--- START ---
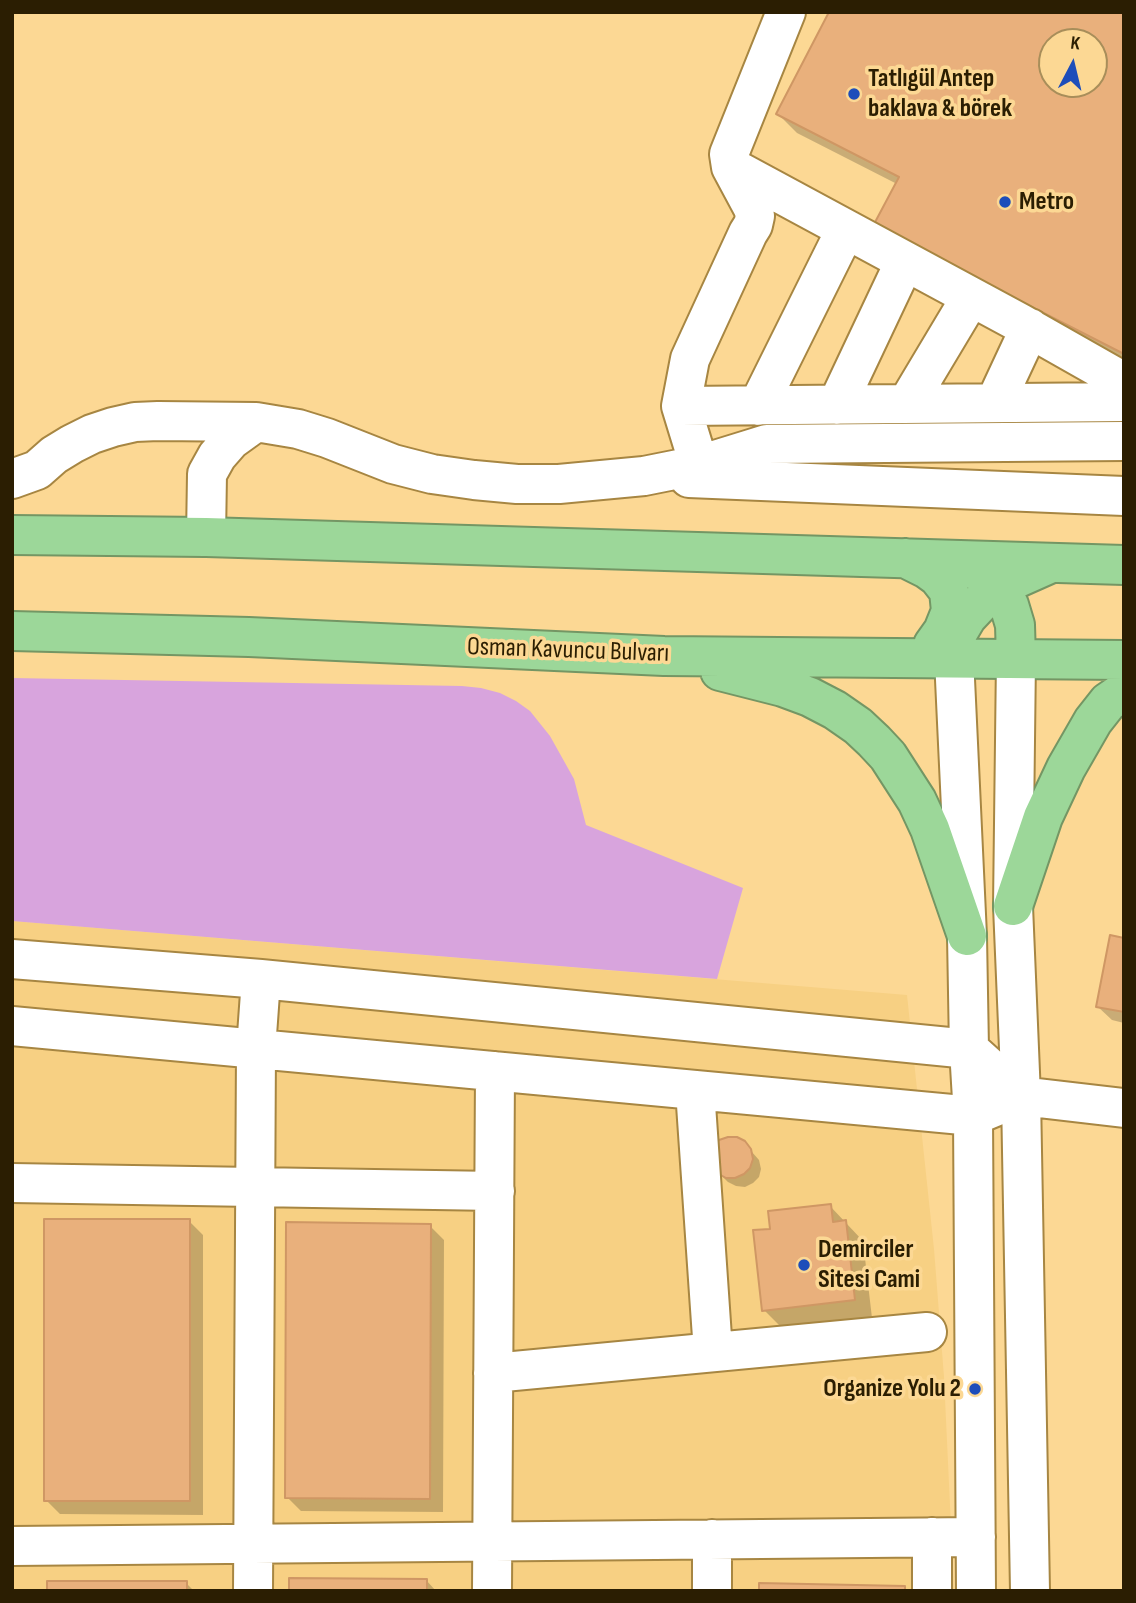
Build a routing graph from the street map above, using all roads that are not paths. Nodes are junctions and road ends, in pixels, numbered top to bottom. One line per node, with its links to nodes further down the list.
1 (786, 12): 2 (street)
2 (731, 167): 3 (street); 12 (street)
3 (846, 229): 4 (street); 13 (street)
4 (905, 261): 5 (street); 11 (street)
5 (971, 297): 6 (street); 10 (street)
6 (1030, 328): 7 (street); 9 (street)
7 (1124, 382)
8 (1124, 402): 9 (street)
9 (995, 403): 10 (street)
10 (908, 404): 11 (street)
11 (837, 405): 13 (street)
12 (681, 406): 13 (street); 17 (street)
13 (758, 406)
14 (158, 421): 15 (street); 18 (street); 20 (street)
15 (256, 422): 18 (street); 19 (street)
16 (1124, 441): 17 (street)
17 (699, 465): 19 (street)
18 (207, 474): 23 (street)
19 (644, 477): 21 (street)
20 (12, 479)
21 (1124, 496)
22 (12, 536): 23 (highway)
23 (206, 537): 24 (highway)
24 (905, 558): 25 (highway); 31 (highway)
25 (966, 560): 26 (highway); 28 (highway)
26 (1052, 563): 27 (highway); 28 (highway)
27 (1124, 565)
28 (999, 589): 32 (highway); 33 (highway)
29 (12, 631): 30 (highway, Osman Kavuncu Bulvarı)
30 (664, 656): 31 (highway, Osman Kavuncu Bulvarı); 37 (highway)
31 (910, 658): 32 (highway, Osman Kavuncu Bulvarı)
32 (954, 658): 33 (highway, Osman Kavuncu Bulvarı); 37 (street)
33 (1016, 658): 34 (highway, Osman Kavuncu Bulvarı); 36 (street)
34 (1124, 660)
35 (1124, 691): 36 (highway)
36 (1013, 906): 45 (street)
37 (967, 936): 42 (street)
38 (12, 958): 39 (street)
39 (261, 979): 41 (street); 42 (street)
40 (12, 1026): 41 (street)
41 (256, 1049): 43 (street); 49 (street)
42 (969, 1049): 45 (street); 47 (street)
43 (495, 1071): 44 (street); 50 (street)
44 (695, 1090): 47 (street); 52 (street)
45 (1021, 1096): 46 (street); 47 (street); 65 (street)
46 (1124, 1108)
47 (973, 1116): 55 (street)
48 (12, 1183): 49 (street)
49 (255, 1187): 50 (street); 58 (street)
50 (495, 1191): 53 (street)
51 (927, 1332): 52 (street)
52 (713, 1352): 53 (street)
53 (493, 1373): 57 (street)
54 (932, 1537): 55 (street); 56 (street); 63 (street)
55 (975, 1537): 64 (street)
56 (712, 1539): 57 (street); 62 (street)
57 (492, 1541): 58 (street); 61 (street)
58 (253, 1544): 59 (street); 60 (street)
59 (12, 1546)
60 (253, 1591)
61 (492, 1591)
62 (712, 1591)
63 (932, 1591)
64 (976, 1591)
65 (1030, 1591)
--- END ---
--- START ---
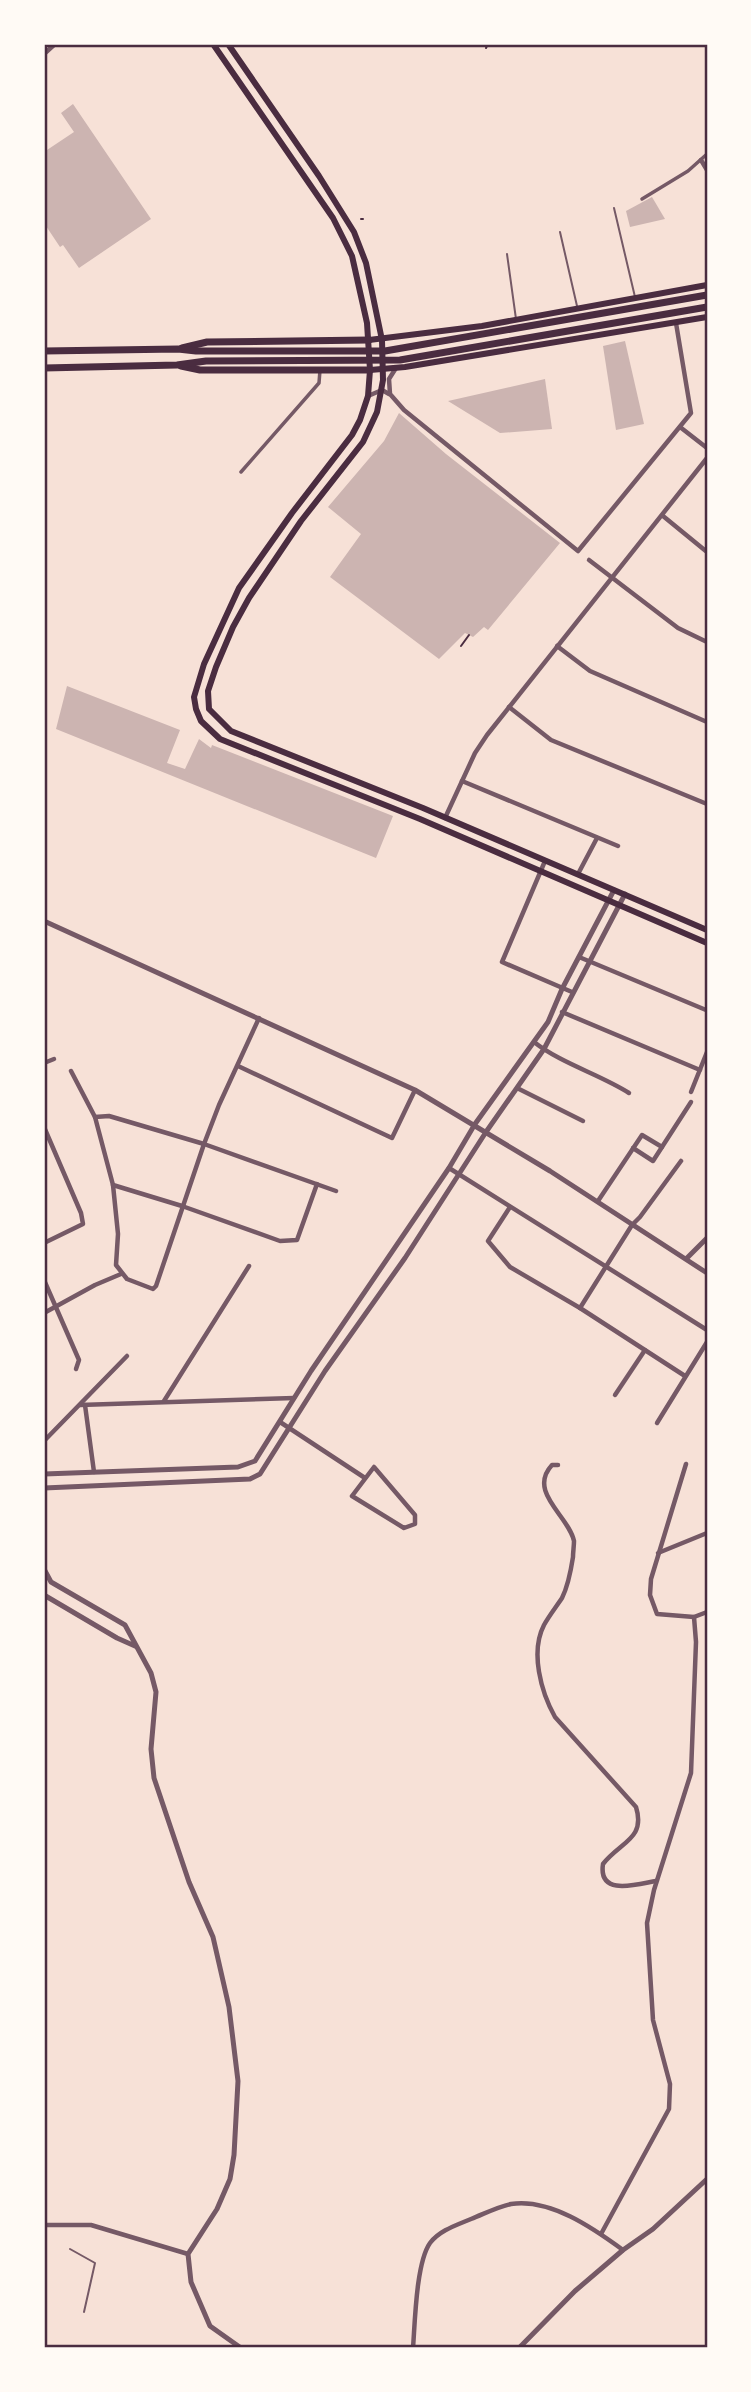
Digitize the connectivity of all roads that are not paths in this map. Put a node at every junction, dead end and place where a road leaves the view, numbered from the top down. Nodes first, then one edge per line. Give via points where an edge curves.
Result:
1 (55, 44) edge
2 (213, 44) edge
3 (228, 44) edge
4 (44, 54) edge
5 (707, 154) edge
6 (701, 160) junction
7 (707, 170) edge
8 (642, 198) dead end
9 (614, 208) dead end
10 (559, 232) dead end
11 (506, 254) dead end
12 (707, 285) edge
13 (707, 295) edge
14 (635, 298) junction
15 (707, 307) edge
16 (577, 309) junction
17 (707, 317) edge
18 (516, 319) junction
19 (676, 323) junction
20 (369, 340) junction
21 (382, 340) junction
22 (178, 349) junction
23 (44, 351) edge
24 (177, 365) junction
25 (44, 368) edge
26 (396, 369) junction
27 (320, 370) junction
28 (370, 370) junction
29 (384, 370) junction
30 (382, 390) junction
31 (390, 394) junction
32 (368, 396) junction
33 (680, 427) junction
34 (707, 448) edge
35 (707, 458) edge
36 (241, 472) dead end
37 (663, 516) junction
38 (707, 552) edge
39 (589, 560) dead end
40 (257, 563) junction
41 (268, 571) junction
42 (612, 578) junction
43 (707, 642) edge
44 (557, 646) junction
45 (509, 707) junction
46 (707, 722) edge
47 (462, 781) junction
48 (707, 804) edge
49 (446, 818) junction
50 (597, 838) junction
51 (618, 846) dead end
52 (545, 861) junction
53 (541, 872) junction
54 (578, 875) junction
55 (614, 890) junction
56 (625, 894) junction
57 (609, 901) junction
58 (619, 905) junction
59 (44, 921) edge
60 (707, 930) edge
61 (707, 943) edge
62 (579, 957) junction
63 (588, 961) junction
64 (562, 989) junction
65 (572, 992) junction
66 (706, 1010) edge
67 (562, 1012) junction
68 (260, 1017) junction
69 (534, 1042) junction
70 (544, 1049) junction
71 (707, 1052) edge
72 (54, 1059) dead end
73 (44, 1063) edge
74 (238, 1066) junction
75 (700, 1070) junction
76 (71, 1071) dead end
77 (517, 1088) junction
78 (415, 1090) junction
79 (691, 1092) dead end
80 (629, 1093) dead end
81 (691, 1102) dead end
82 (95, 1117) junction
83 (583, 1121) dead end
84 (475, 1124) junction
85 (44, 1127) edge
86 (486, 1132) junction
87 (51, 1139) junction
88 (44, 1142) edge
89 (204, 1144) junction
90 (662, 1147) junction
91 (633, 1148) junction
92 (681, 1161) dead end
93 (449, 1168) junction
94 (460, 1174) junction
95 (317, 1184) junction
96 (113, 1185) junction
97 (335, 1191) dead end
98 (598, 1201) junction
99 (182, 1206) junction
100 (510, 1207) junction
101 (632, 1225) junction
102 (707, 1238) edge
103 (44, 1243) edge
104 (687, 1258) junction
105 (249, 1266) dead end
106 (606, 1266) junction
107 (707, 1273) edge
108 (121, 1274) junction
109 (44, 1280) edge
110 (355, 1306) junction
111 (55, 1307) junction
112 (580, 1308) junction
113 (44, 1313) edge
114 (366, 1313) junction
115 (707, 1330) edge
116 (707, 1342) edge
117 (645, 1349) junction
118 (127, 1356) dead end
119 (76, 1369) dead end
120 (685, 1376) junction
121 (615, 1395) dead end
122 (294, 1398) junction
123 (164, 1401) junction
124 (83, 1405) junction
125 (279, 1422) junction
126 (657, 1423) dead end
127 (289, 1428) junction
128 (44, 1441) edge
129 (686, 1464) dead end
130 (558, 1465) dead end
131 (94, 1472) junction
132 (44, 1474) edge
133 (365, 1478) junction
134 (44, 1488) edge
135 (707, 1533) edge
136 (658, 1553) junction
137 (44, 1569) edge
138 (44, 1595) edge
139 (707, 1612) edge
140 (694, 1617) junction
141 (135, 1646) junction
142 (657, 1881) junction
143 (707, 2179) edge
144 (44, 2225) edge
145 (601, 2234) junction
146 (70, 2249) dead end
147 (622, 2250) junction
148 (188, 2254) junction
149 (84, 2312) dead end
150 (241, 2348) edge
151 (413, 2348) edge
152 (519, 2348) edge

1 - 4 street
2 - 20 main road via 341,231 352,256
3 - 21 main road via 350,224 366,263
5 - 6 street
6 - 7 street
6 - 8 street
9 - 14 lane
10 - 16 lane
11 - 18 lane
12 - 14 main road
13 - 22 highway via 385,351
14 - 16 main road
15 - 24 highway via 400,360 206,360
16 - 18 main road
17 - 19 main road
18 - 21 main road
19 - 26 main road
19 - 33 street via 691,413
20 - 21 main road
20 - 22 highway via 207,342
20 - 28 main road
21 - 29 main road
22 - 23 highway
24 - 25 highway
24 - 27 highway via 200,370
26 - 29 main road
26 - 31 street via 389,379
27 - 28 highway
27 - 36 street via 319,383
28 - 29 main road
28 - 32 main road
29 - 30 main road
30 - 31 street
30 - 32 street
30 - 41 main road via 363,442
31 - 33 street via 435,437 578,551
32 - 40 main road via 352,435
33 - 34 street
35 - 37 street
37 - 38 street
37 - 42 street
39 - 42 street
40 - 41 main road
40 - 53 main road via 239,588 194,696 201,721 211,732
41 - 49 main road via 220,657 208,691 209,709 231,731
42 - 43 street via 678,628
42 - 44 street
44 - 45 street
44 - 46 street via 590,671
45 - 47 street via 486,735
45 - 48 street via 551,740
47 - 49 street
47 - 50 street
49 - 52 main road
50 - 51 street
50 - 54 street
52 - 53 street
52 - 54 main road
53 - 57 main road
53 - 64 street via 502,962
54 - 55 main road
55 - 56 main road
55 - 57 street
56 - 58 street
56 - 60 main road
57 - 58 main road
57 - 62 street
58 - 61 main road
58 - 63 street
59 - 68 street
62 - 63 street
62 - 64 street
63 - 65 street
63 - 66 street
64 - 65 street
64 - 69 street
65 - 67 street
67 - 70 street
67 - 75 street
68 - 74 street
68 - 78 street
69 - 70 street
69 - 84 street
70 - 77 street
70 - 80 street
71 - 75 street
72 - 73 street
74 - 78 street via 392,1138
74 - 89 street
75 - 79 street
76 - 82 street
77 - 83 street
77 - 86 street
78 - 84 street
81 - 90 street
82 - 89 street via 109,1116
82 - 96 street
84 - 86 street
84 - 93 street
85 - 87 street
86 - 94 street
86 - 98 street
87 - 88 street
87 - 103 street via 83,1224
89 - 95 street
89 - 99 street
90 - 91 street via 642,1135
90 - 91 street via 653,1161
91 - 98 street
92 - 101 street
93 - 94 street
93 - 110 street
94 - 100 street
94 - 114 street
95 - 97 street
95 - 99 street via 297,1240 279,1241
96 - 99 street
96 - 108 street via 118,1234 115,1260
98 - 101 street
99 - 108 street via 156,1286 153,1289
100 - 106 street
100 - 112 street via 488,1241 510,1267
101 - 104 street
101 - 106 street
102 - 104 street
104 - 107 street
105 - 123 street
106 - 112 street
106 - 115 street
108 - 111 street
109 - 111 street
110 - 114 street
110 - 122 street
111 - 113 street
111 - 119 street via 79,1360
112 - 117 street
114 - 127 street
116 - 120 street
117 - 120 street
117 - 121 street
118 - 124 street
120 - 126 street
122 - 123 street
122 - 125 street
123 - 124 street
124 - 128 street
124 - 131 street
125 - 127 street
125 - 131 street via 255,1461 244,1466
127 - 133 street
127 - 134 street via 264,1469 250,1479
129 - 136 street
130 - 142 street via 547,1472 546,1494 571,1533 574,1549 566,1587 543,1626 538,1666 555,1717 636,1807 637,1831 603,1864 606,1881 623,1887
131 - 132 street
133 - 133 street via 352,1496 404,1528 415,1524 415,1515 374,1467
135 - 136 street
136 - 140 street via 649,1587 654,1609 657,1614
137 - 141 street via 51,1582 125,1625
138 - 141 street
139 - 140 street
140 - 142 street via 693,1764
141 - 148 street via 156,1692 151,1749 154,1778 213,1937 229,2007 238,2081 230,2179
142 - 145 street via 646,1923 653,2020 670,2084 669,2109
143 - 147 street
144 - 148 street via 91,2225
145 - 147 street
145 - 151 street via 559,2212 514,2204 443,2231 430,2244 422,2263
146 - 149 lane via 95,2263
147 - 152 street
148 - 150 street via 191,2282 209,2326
--- END ---
- INSTRUCTIONS FOR THE TASK -
Once the lines above that include "numbered" are counted, report the number and nothing else.

- FINISHED EXERCISE -
2